McCullough contends that the district court erred when it concluded that the government had seized and erroneously destroyed only six of the fifteen items seized at the time of McCullough's arrest.1 We disagree.


We review a district court's factual findings regarding a Rule 41(e) motion for clear error. In Re Grand Jury Subpoenas, 926 F.2d 847, 855 (9th Cir.1991). "[A] Rule 41(e) motion is properly denied if the defendant is not entitled to lawful possession of the seized property, the property is contraband or subject to forfeiture or the government's need for the property as evidence continues." Mills, 991 F.2d at 612 (quotation omitted.)


The district court did not clearly err by concluding the government had never seized the disputed items. McCullough claimed that a duffel bag and flight case seized at the time of his arrest contained additional clothing and electronic flight equipment. McCullough, however, submitted no evidence that these items were in fact seized by the government nor did he provide any proofs of purchase regarding these items. The government's inventory list made at the time of arrest does not mention the disputed items. Under these circumstances, the district court properly rejected McCullough's motion to return the disputed items. See In Re Grand Jury Subpoenas, 926 F.2d at 855-66; cf. United States v. Huffhines, 986 F.2d 306, 308 (9th Cir.1993) (holding that federal government cannot be forced to return property which it does not have in its possession).

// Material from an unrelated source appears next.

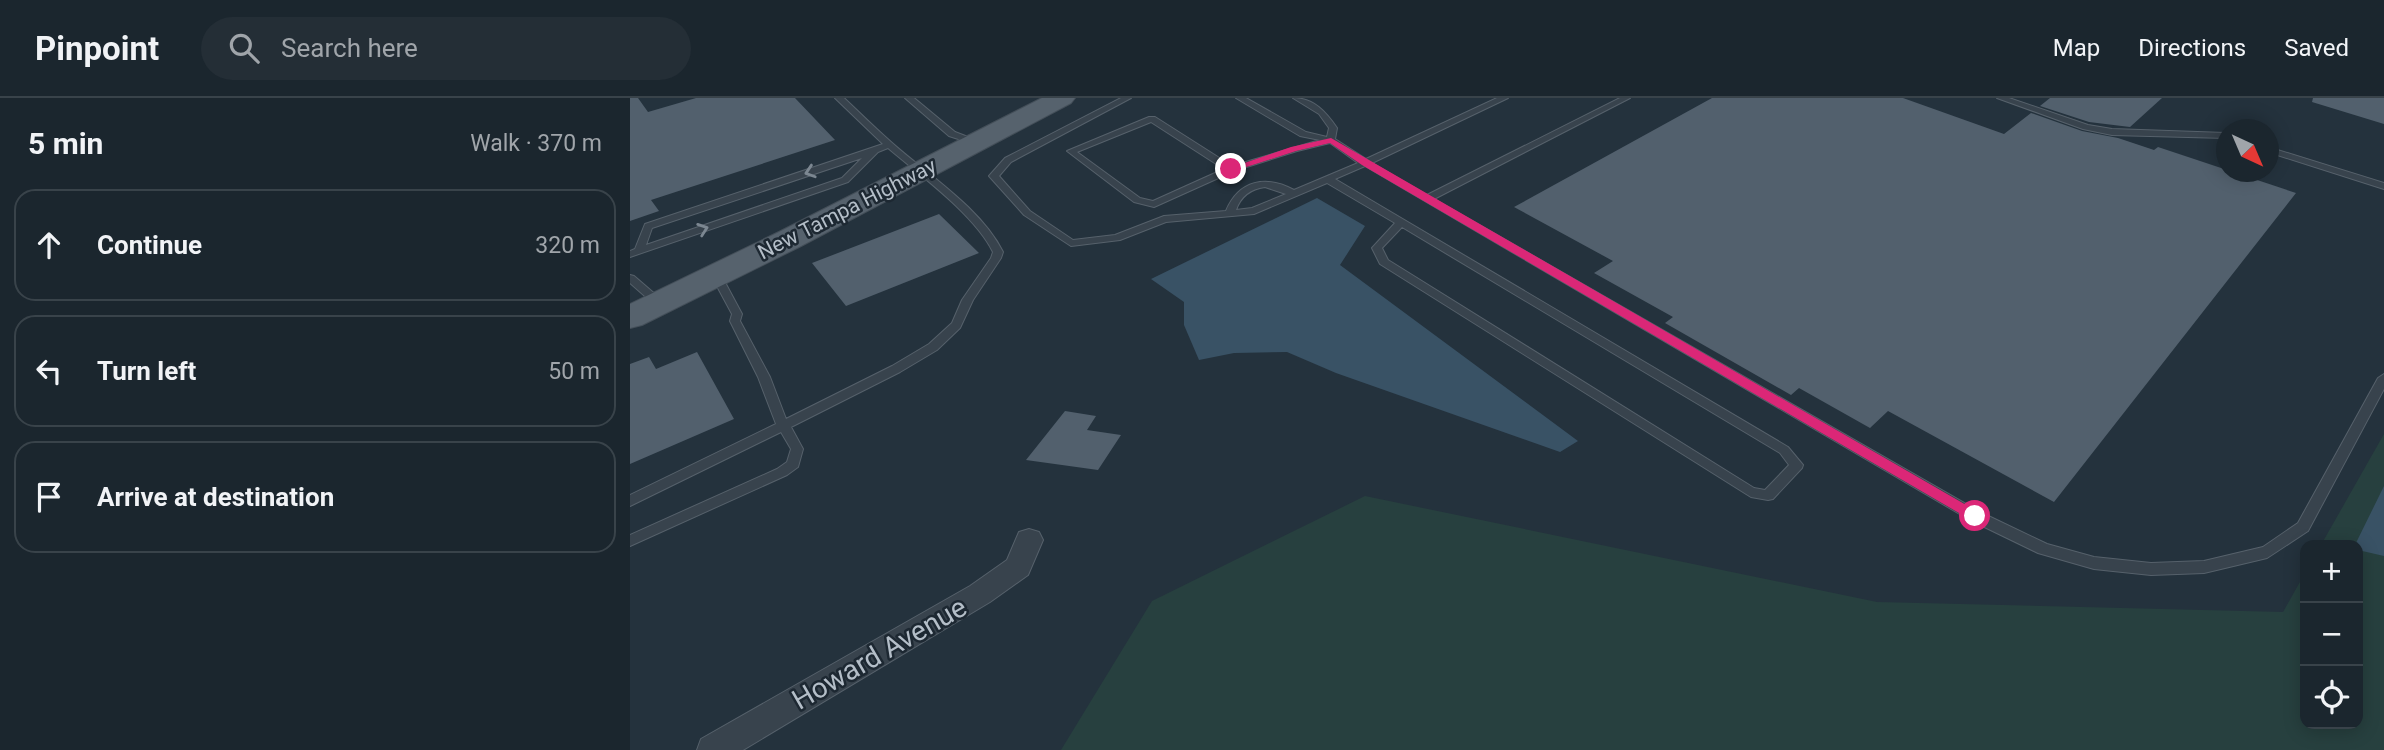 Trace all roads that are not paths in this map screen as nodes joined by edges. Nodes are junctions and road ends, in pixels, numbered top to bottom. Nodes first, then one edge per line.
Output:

McCullough next contends that the district court erred by offsetting the amount owed to him by the government for destroyed property with the statutory assessment fees owed by McCullough as part of his sentence. We disagree.


McCullough does not challenge the district court's general authority to reduce the amount of money due to a defendant under Rule 41(e) by the amount of his unpaid penalty assessment. See Mills, 991 F.2d at 612-613 (holding that defendant's property already in possession of government may be used to pay off monetary obligations imposed as part of the defendant's sentence). Instead, he argues that the district court's order was improper because, under 18 U.S.C. § 3013(c), he no longer had an obligation to pay the penalty assessment.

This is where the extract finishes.